▶ [What you are asked to do]
Return every record below exactly as written, but leave out the pictures.

Collected data entries:
Segment Open

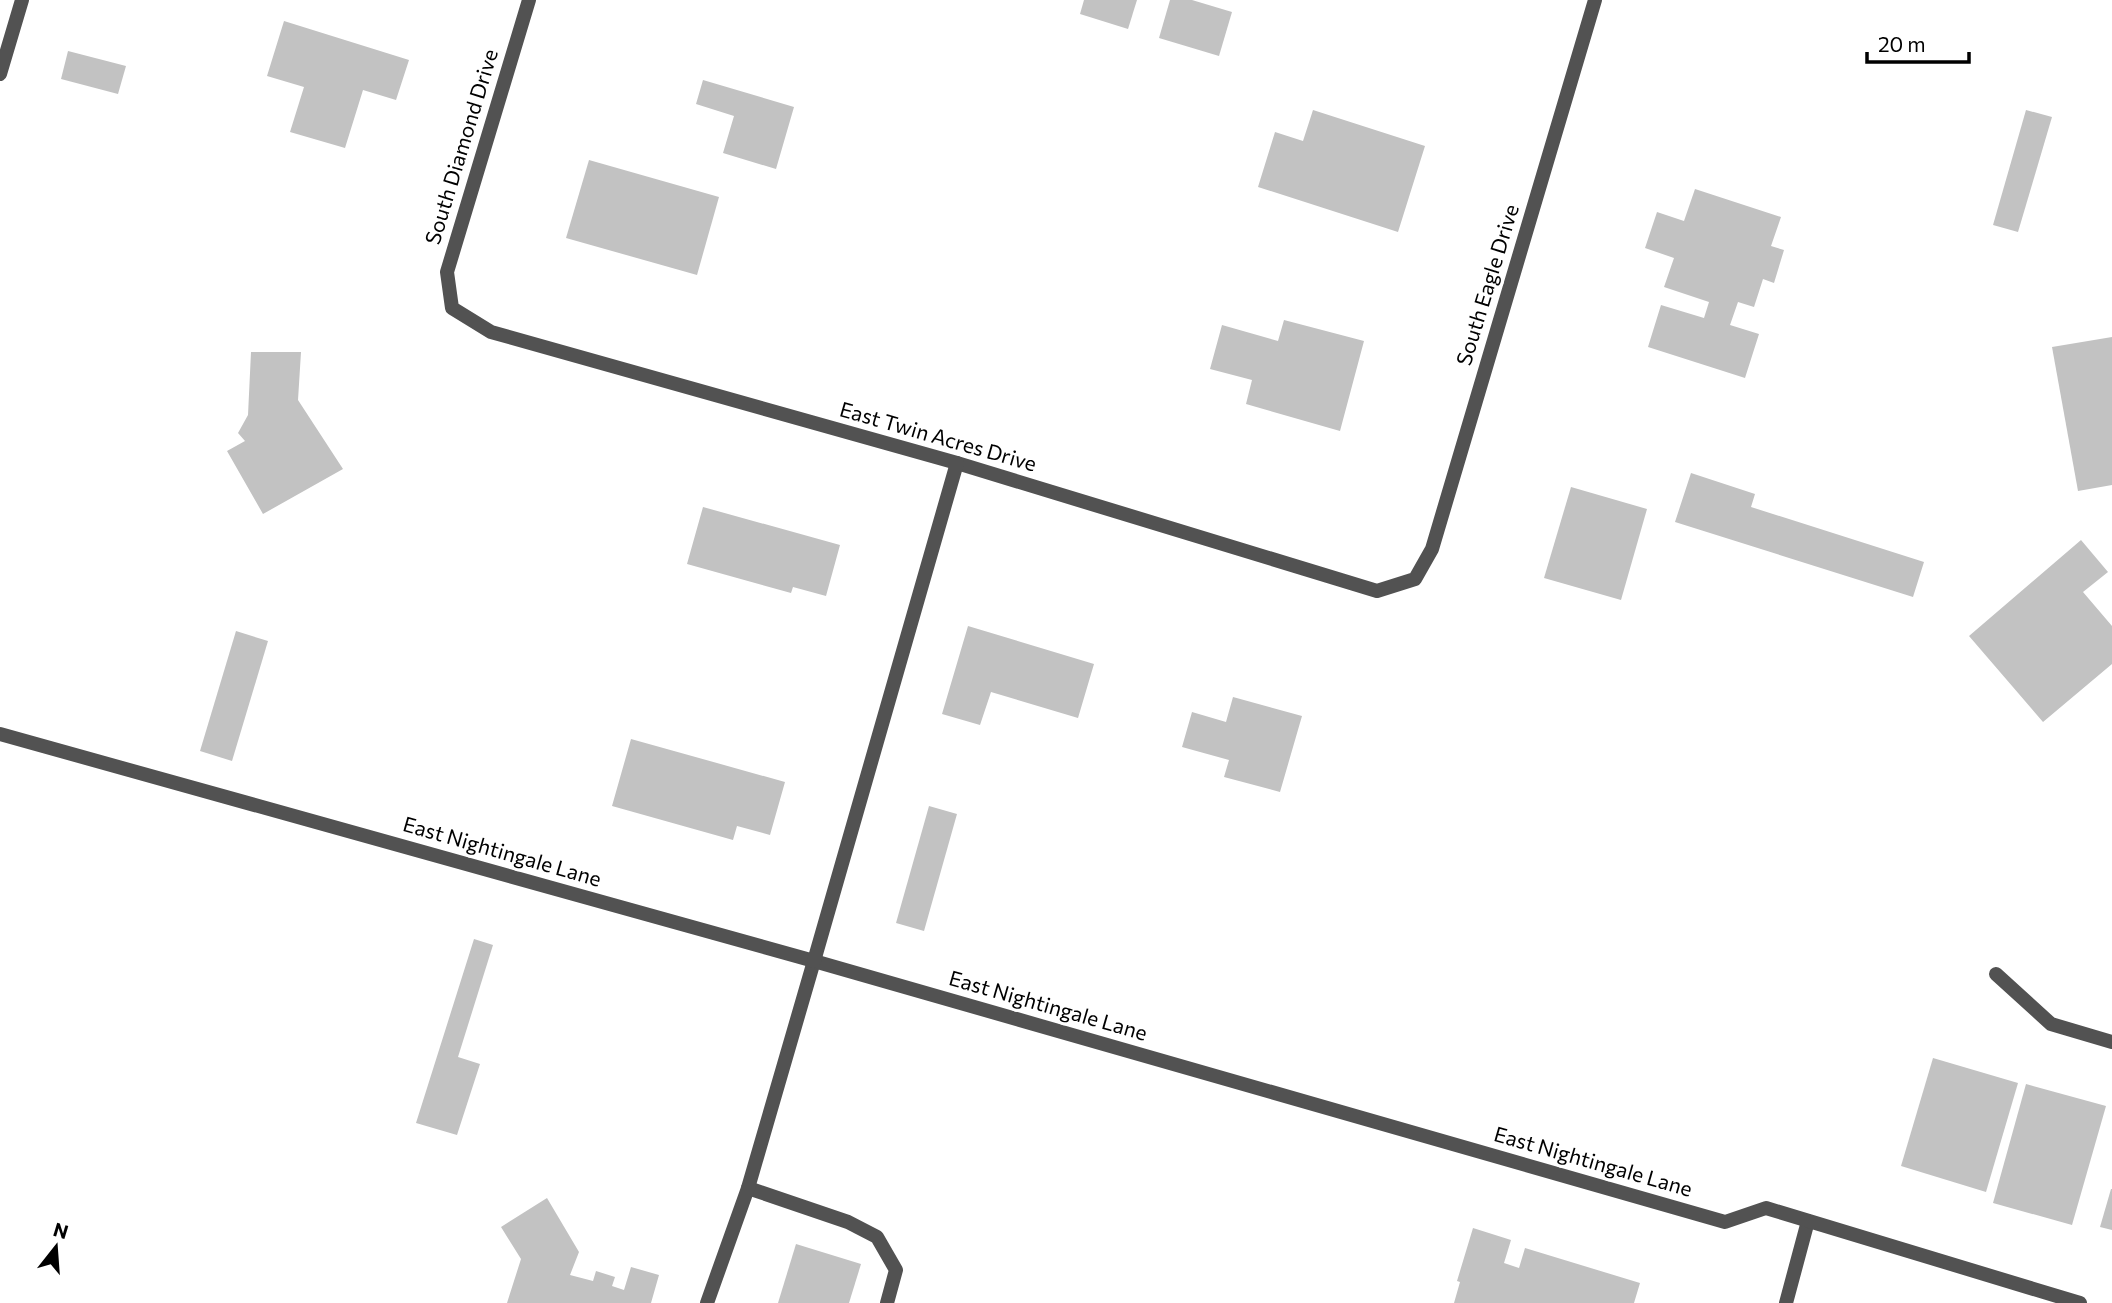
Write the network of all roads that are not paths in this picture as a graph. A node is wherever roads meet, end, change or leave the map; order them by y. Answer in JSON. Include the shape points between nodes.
{"nodes":[{"id":1,"x":22,"y":0,"type":"edge"},
{"id":2,"x":528,"y":0,"type":"edge"},
{"id":3,"x":1595,"y":0,"type":"edge"},
{"id":4,"x":0,"y":74,"type":"edge"},
{"id":5,"x":452,"y":308,"type":"joint"},
{"id":6,"x":957,"y":463,"type":"junction"},
{"id":7,"x":1415,"y":579,"type":"joint"},
{"id":8,"x":0,"y":734,"type":"edge"},
{"id":9,"x":814,"y":961,"type":"junction"},
{"id":10,"x":1996,"y":974,"type":"dead end"},
{"id":11,"x":2112,"y":1042,"type":"edge"},
{"id":12,"x":748,"y":1188,"type":"junction"},
{"id":13,"x":1808,"y":1221,"type":"junction"},
{"id":14,"x":707,"y":1303,"type":"edge"},
{"id":15,"x":887,"y":1303,"type":"edge"},
{"id":16,"x":1786,"y":1303,"type":"edge"},
{"id":17,"x":2081,"y":1303,"type":"edge"}],
"edges":[{"from":1,"to":4,"type":"street"},
{"from":2,"to":5,"type":"street","name":"South Diamond Drive","via":[[447,272]]},
{"from":3,"to":7,"type":"street","name":"South Eagle Drive","via":[[1432,549]]},
{"from":5,"to":6,"type":"street","name":"East Twin Acres Drive","via":[[491,332]]},
{"from":6,"to":7,"type":"street","name":"East Twin Acres Drive","via":[[1377,591]]},
{"from":6,"to":9,"type":"street"},
{"from":8,"to":9,"type":"street","name":"East Nightingale Lane"},
{"from":9,"to":12,"type":"street"},
{"from":9,"to":13,"type":"street","name":"East Nightingale Lane","via":[[1725,1222],[1766,1208]]},
{"from":10,"to":11,"type":"street","via":[[2051,1024]]},
{"from":12,"to":14,"type":"street"},
{"from":12,"to":15,"type":"street","via":[[848,1222],[877,1237],[896,1270]]},
{"from":13,"to":16,"type":"street"},
{"from":13,"to":17,"type":"street","name":"East Nightingale Lane"}]}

Segment Closed

▶ [Solution for this problem]
Write the network of all roads that are not paths in this picture as a graph. A node is wherever roads meet, end, change or leave the map; order them by y. Answer in JSON. Include the shape points between nodes.
{"nodes":[{"id":1,"x":22,"y":0,"type":"edge"},
{"id":2,"x":528,"y":0,"type":"edge"},
{"id":3,"x":1595,"y":0,"type":"edge"},
{"id":4,"x":0,"y":74,"type":"edge"},
{"id":5,"x":452,"y":308,"type":"joint"},
{"id":6,"x":957,"y":463,"type":"junction"},
{"id":7,"x":1415,"y":579,"type":"joint"},
{"id":8,"x":0,"y":734,"type":"edge"},
{"id":9,"x":814,"y":961,"type":"junction"},
{"id":10,"x":1996,"y":974,"type":"dead end"},
{"id":11,"x":2112,"y":1042,"type":"edge"},
{"id":12,"x":748,"y":1188,"type":"junction"},
{"id":13,"x":1808,"y":1221,"type":"junction"},
{"id":14,"x":707,"y":1303,"type":"edge"},
{"id":15,"x":887,"y":1303,"type":"edge"},
{"id":16,"x":1786,"y":1303,"type":"edge"},
{"id":17,"x":2081,"y":1303,"type":"edge"}],
"edges":[{"from":1,"to":4,"type":"street"},
{"from":2,"to":5,"type":"street","name":"South Diamond Drive","via":[[447,272]]},
{"from":3,"to":7,"type":"street","name":"South Eagle Drive","via":[[1432,549]]},
{"from":5,"to":6,"type":"street","name":"East Twin Acres Drive","via":[[491,332]]},
{"from":6,"to":7,"type":"street","name":"East Twin Acres Drive","via":[[1377,591]]},
{"from":6,"to":9,"type":"street"},
{"from":8,"to":9,"type":"street","name":"East Nightingale Lane"},
{"from":9,"to":12,"type":"street"},
{"from":9,"to":13,"type":"street","name":"East Nightingale Lane","via":[[1725,1222],[1766,1208]]},
{"from":10,"to":11,"type":"street","via":[[2051,1024]]},
{"from":12,"to":14,"type":"street"},
{"from":12,"to":15,"type":"street","via":[[848,1222],[877,1237],[896,1270]]},
{"from":13,"to":16,"type":"street"},
{"from":13,"to":17,"type":"street","name":"East Nightingale Lane"}]}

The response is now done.